» **Your task**
I need the entries printed again word for word, without the images.
=== Records ===
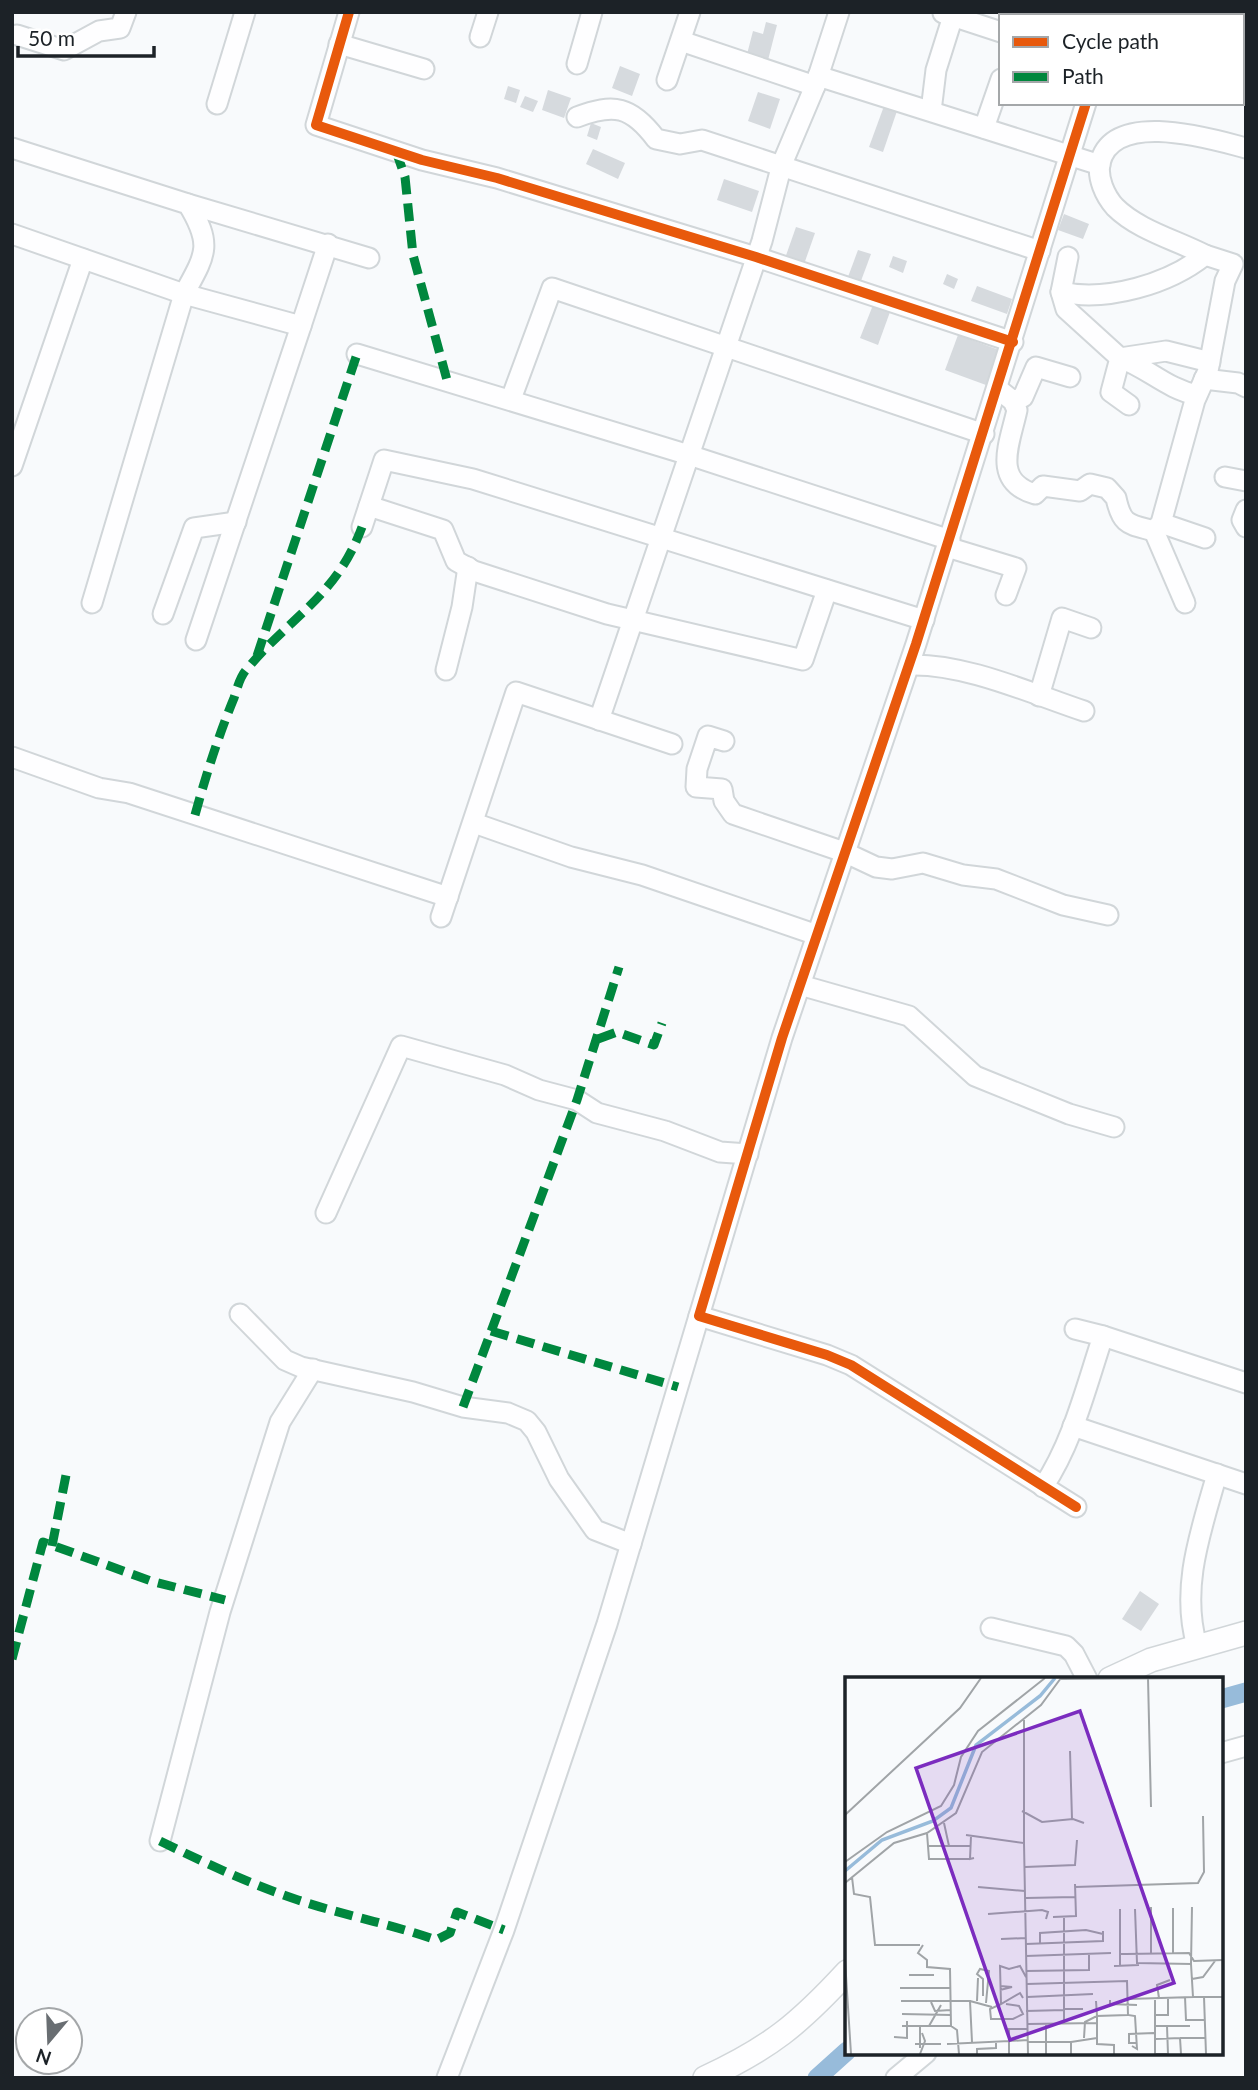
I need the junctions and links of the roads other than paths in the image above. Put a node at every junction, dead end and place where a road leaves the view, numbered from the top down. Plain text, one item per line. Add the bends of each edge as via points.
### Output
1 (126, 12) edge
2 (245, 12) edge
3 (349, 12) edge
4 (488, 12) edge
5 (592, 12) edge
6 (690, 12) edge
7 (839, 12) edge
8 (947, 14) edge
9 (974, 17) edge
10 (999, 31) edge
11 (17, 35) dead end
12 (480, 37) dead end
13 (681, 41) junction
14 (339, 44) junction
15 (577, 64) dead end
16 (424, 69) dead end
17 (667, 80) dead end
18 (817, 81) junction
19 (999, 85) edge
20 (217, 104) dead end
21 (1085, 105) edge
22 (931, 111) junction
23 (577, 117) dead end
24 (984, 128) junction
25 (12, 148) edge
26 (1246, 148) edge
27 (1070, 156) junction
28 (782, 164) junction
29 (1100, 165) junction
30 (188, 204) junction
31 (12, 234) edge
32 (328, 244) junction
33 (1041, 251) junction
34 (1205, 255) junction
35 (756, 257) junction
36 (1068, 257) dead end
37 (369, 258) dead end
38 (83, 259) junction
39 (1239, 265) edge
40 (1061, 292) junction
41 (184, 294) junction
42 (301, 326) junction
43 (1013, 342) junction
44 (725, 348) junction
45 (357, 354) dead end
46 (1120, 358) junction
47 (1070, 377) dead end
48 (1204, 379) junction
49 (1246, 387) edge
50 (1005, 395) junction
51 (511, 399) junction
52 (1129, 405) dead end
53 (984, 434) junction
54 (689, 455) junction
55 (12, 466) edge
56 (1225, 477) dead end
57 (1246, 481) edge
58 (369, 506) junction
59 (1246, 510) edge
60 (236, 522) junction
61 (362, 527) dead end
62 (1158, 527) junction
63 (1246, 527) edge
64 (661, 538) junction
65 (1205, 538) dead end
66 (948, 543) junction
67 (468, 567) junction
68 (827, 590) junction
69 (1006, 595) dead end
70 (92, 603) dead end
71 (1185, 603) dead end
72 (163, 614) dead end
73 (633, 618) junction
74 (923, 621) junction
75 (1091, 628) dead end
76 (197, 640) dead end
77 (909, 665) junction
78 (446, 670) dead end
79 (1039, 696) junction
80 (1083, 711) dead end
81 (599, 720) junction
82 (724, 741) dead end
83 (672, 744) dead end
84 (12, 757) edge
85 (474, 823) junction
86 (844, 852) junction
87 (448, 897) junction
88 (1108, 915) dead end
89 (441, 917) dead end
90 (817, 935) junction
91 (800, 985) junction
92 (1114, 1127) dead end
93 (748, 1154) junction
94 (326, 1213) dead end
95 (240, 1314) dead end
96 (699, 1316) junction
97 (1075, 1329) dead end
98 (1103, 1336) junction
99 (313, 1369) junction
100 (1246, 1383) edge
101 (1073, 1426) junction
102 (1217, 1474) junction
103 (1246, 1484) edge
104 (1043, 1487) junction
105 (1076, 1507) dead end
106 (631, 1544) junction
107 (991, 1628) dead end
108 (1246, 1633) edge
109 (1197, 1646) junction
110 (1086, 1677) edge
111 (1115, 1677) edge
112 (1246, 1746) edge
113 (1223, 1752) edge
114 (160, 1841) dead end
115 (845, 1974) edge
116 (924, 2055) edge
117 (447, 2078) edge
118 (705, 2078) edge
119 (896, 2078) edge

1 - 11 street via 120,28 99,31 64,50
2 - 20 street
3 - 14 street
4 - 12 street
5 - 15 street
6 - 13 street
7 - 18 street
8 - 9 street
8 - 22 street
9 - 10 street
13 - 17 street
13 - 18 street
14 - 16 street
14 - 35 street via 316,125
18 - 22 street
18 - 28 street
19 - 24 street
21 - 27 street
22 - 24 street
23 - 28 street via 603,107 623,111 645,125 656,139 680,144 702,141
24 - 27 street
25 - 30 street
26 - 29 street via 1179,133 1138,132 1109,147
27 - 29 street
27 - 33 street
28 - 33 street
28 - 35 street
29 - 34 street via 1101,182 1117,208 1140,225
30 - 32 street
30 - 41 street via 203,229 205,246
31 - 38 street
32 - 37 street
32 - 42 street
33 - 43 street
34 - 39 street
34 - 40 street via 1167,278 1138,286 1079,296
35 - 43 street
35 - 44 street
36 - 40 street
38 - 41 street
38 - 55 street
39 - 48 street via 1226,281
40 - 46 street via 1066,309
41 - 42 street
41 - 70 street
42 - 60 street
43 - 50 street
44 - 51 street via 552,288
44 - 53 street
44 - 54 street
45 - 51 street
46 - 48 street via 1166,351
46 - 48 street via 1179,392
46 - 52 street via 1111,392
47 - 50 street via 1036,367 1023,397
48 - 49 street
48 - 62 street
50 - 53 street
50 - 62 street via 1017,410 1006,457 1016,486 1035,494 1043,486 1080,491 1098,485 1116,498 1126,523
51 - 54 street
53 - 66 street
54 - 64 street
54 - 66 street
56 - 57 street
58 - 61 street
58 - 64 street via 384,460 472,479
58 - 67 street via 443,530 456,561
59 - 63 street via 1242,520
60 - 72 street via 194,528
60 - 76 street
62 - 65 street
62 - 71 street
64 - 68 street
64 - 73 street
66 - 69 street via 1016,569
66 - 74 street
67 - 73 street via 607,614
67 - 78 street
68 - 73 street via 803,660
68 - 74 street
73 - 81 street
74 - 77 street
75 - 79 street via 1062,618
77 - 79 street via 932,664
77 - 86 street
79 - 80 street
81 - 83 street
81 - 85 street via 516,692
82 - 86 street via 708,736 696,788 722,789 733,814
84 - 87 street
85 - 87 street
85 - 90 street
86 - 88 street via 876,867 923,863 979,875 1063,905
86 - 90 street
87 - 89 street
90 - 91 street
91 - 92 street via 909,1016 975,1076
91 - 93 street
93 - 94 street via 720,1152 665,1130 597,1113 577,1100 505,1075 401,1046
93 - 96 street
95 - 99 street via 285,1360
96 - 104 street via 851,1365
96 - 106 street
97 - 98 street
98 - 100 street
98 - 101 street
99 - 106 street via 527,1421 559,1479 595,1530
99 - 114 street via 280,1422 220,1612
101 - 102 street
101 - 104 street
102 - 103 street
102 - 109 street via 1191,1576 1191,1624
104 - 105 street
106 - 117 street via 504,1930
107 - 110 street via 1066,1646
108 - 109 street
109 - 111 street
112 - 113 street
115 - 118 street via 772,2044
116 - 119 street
===
» **Answer for this exercise**
I need the junctions and links of the roads other than paths in the image above. Put a node at every junction, dead end and place where a road leaves the view, numbered from the top down. Plain text, one item per line. Add the bends of each edge as via points.
### Output
1 (126, 12) edge
2 (245, 12) edge
3 (349, 12) edge
4 (488, 12) edge
5 (592, 12) edge
6 (690, 12) edge
7 (839, 12) edge
8 (947, 14) edge
9 (974, 17) edge
10 (999, 31) edge
11 (17, 35) dead end
12 (480, 37) dead end
13 (681, 41) junction
14 (339, 44) junction
15 (577, 64) dead end
16 (424, 69) dead end
17 (667, 80) dead end
18 (817, 81) junction
19 (999, 85) edge
20 (217, 104) dead end
21 (1085, 105) edge
22 (931, 111) junction
23 (577, 117) dead end
24 (984, 128) junction
25 (12, 148) edge
26 (1246, 148) edge
27 (1070, 156) junction
28 (782, 164) junction
29 (1100, 165) junction
30 (188, 204) junction
31 (12, 234) edge
32 (328, 244) junction
33 (1041, 251) junction
34 (1205, 255) junction
35 (756, 257) junction
36 (1068, 257) dead end
37 (369, 258) dead end
38 (83, 259) junction
39 (1239, 265) edge
40 (1061, 292) junction
41 (184, 294) junction
42 (301, 326) junction
43 (1013, 342) junction
44 (725, 348) junction
45 (357, 354) dead end
46 (1120, 358) junction
47 (1070, 377) dead end
48 (1204, 379) junction
49 (1246, 387) edge
50 (1005, 395) junction
51 (511, 399) junction
52 (1129, 405) dead end
53 (984, 434) junction
54 (689, 455) junction
55 (12, 466) edge
56 (1225, 477) dead end
57 (1246, 481) edge
58 (369, 506) junction
59 (1246, 510) edge
60 (236, 522) junction
61 (362, 527) dead end
62 (1158, 527) junction
63 (1246, 527) edge
64 (661, 538) junction
65 (1205, 538) dead end
66 (948, 543) junction
67 (468, 567) junction
68 (827, 590) junction
69 (1006, 595) dead end
70 (92, 603) dead end
71 (1185, 603) dead end
72 (163, 614) dead end
73 (633, 618) junction
74 (923, 621) junction
75 (1091, 628) dead end
76 (197, 640) dead end
77 (909, 665) junction
78 (446, 670) dead end
79 (1039, 696) junction
80 (1083, 711) dead end
81 (599, 720) junction
82 (724, 741) dead end
83 (672, 744) dead end
84 (12, 757) edge
85 (474, 823) junction
86 (844, 852) junction
87 (448, 897) junction
88 (1108, 915) dead end
89 (441, 917) dead end
90 (817, 935) junction
91 (800, 985) junction
92 (1114, 1127) dead end
93 (748, 1154) junction
94 (326, 1213) dead end
95 (240, 1314) dead end
96 (699, 1316) junction
97 (1075, 1329) dead end
98 (1103, 1336) junction
99 (313, 1369) junction
100 (1246, 1383) edge
101 (1073, 1426) junction
102 (1217, 1474) junction
103 (1246, 1484) edge
104 (1043, 1487) junction
105 (1076, 1507) dead end
106 (631, 1544) junction
107 (991, 1628) dead end
108 (1246, 1633) edge
109 (1197, 1646) junction
110 (1086, 1677) edge
111 (1115, 1677) edge
112 (1246, 1746) edge
113 (1223, 1752) edge
114 (160, 1841) dead end
115 (845, 1974) edge
116 (924, 2055) edge
117 (447, 2078) edge
118 (705, 2078) edge
119 (896, 2078) edge

1 - 11 street via 120,28 99,31 64,50
2 - 20 street
3 - 14 street
4 - 12 street
5 - 15 street
6 - 13 street
7 - 18 street
8 - 9 street
8 - 22 street
9 - 10 street
13 - 17 street
13 - 18 street
14 - 16 street
14 - 35 street via 316,125
18 - 22 street
18 - 28 street
19 - 24 street
21 - 27 street
22 - 24 street
23 - 28 street via 603,107 623,111 645,125 656,139 680,144 702,141
24 - 27 street
25 - 30 street
26 - 29 street via 1179,133 1138,132 1109,147
27 - 29 street
27 - 33 street
28 - 33 street
28 - 35 street
29 - 34 street via 1101,182 1117,208 1140,225
30 - 32 street
30 - 41 street via 203,229 205,246
31 - 38 street
32 - 37 street
32 - 42 street
33 - 43 street
34 - 39 street
34 - 40 street via 1167,278 1138,286 1079,296
35 - 43 street
35 - 44 street
36 - 40 street
38 - 41 street
38 - 55 street
39 - 48 street via 1226,281
40 - 46 street via 1066,309
41 - 42 street
41 - 70 street
42 - 60 street
43 - 50 street
44 - 51 street via 552,288
44 - 53 street
44 - 54 street
45 - 51 street
46 - 48 street via 1166,351
46 - 48 street via 1179,392
46 - 52 street via 1111,392
47 - 50 street via 1036,367 1023,397
48 - 49 street
48 - 62 street
50 - 53 street
50 - 62 street via 1017,410 1006,457 1016,486 1035,494 1043,486 1080,491 1098,485 1116,498 1126,523
51 - 54 street
53 - 66 street
54 - 64 street
54 - 66 street
56 - 57 street
58 - 61 street
58 - 64 street via 384,460 472,479
58 - 67 street via 443,530 456,561
59 - 63 street via 1242,520
60 - 72 street via 194,528
60 - 76 street
62 - 65 street
62 - 71 street
64 - 68 street
64 - 73 street
66 - 69 street via 1016,569
66 - 74 street
67 - 73 street via 607,614
67 - 78 street
68 - 73 street via 803,660
68 - 74 street
73 - 81 street
74 - 77 street
75 - 79 street via 1062,618
77 - 79 street via 932,664
77 - 86 street
79 - 80 street
81 - 83 street
81 - 85 street via 516,692
82 - 86 street via 708,736 696,788 722,789 733,814
84 - 87 street
85 - 87 street
85 - 90 street
86 - 88 street via 876,867 923,863 979,875 1063,905
86 - 90 street
87 - 89 street
90 - 91 street
91 - 92 street via 909,1016 975,1076
91 - 93 street
93 - 94 street via 720,1152 665,1130 597,1113 577,1100 505,1075 401,1046
93 - 96 street
95 - 99 street via 285,1360
96 - 104 street via 851,1365
96 - 106 street
97 - 98 street
98 - 100 street
98 - 101 street
99 - 106 street via 527,1421 559,1479 595,1530
99 - 114 street via 280,1422 220,1612
101 - 102 street
101 - 104 street
102 - 103 street
102 - 109 street via 1191,1576 1191,1624
104 - 105 street
106 - 117 street via 504,1930
107 - 110 street via 1066,1646
108 - 109 street
109 - 111 street
112 - 113 street
115 - 118 street via 772,2044
116 - 119 street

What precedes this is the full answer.